Кто это – ее давний знакомый? Вообще народу прилично. Даже много. Зачем они здесь, почему? Все в черном или темном, переглядываются, тихо переговариваются, разглядывая ее.

Да наплевать. Пусть смотрят. Ей совершенно на все и на всех наплевать. Господи, для чего она здесь? Гроб… Да, это похороны. Только – чьи? Она прищуривается и пытается разглядеть фотографию, что стоит в изголовье гроба. Игорь? Господи, как же похож на ее Игоря! Брат? Нет, у него не было брата. У него есть сестра, Мария, Маша. Она хорошая, но Аня так давно ее не видела – она же уехала, да? Надо будет спросить у Игоря – где его Маша? Господи, что за ужасные таблетки дала Каринка – все плывет, качается, словно в шторм на корабле.

«Как мне плохо!» – мелькнуло в голове.

Вокруг гроба, в центре зала, полукругом стоят стулья – в три ряда. Партер. Каринка помахала им, и Сашенька бережно взял Анну под локоть.

– Куда? – беспомощно пробормотала она. – Куда, Сашенька? Мы уходим? Ой, слава богу! А то я очень замерзла.

Но Саша привел ее к этому полукругу из стульев и усадил на один из них. Растерянная, очень испуганная, Аня вдруг закричала:

– Карина! Кара! Иди ко мне!

Карина быстро подошла, села рядом и крепко, очень крепко, до боли, сжала ее руку. Анна попыталась вырваться, ей стало до слез обидно, до чего же Каринка грубая.

Но руку Каринка ее не отпустила, зашептала:

– Тихо, тихо, Анечка! Скоро все кончится, все пройдет. Ты только не нервничай, а? Все ведь проходит, правда? И это, господи, мы с тобой переживем…

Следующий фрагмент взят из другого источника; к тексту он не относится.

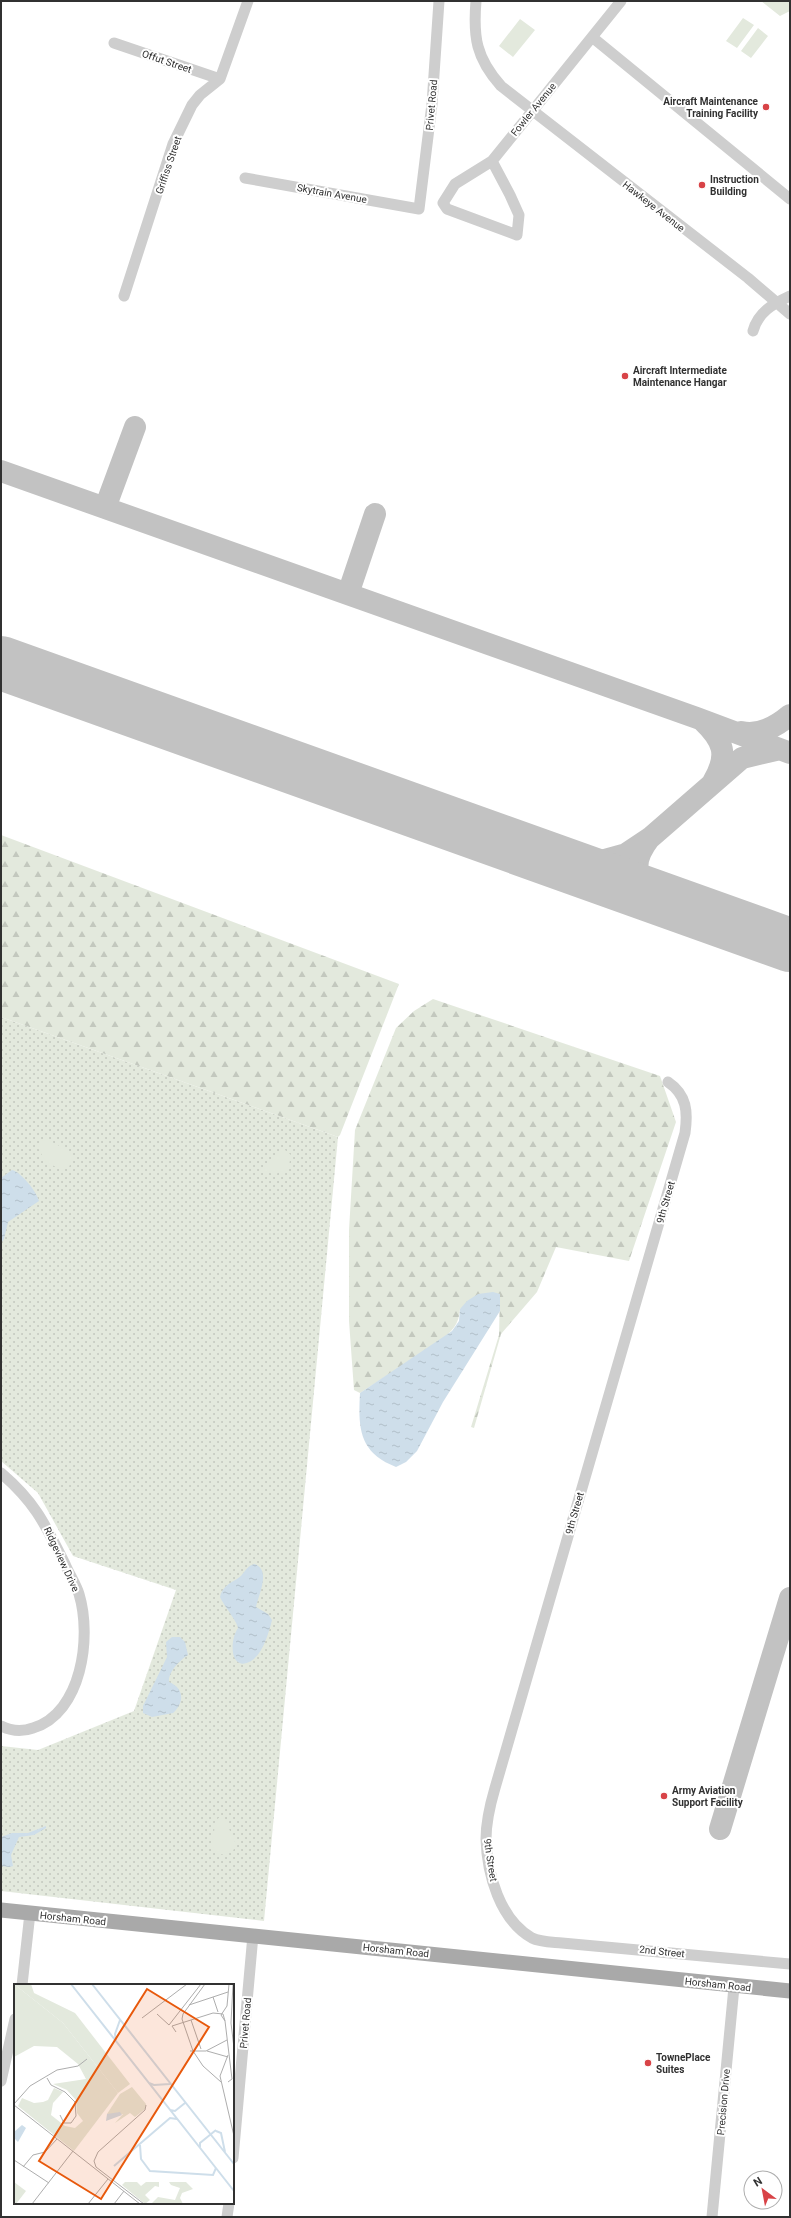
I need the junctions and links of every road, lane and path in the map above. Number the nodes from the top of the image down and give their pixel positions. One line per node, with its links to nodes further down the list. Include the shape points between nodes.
1 (248, 1): 7 (street, Griffiss Street)
2 (439, 1): 12 (street, Privet Road, via 432,104)
3 (476, 1): 8 (street, Hawkeye Avenue, via 474,36 486,69 501,86)
4 (621, 1): 5 (street, Fowler Avenue)
5 (592, 37): 8 (street, Fowler Avenue); 11 (street)
6 (114, 43): 7 (street, Offut Street)
7 (220, 78): 13 (street, Griffiss Street, via 192,105 173,144)
8 (531, 111): 9 (street, Fowler Avenue); 15 (street, Hawkeye Avenue, via 748,278)
9 (492, 161): 9 (street, Fowler Avenue, via 519,214 517,235 447,209 443,203 455,184)
10 (245, 178): 12 (street, Skytrain Avenue)
11 (790, 199)
12 (419, 209)
13 (124, 296)
14 (790, 296): 15 (street)
15 (776, 303): 16 (street); 17 (street, via 757,319)
16 (790, 314)
17 (753, 331)
18 (668, 1082): 24 (street, 9th Street, via 677,1089 685,1102 685,1133 489,1815 487,1852 496,1892 511,1918)
19 (1, 1473): 20 (street, Ridgeview Drive, via 23,1492 44,1521 79,1594 85,1632 83,1657 73,1690 58,1713 45,1725 26,1730 8,1730)
20 (1, 1726)
21 (1, 1910): 22 (main road, Horsham Road)
22 (30, 1913): 23 (main road, Horsham Road); 26 (street)
23 (253, 1935): 27 (main road, Horsham Road); 31 (street, Privet Road)
24 (533, 1938): 25 (street, 2nd Street, via 562,1943)
25 (790, 1964)
26 (22, 1984)
27 (734, 1987): 28 (main road, Horsham Road); 34 (street, Precision Drive)
28 (790, 1991)
29 (14, 2023): 30 (street)
30 (1, 2081)
31 (234, 2147)
32 (229, 2204): 33 (street)
33 (227, 2217)
34 (712, 2217)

Справа от нее – Сашенька, слева – Каринка. Ну ладно, что она так нервничает? А, очень болит голова. Очень. Давно так не болела. И знобит, очень знобит, просто зуб на зуб не попадает. «Господи, да, наверное, я заболела! Конечно, заболела – вот и причина нашлась! Сейчас зима, холодно. Грипп. Конечно, самое время для гриппа! Вот и я подцепила. Только – где? Кажется, я несколько дней не выходила из дома».

Подходят какие-то люди и, слегка наклоняясь, что-то ей говорят.

– Что? – переспрашивает она. – Что-что? Простите?

На нее странно и удивленно смотрят – наверное, из-за температуры у нее пылает лицо, и она кошмарно выглядит. Какой-то женщине, крупной блондинке, совсем незнакомой, она пытается это объяснить. Но и эта блондинка смотрит на нее странно и тут же переводит вопросительный взгляд на Каринку. Ну и черт с ней, с блондинкой.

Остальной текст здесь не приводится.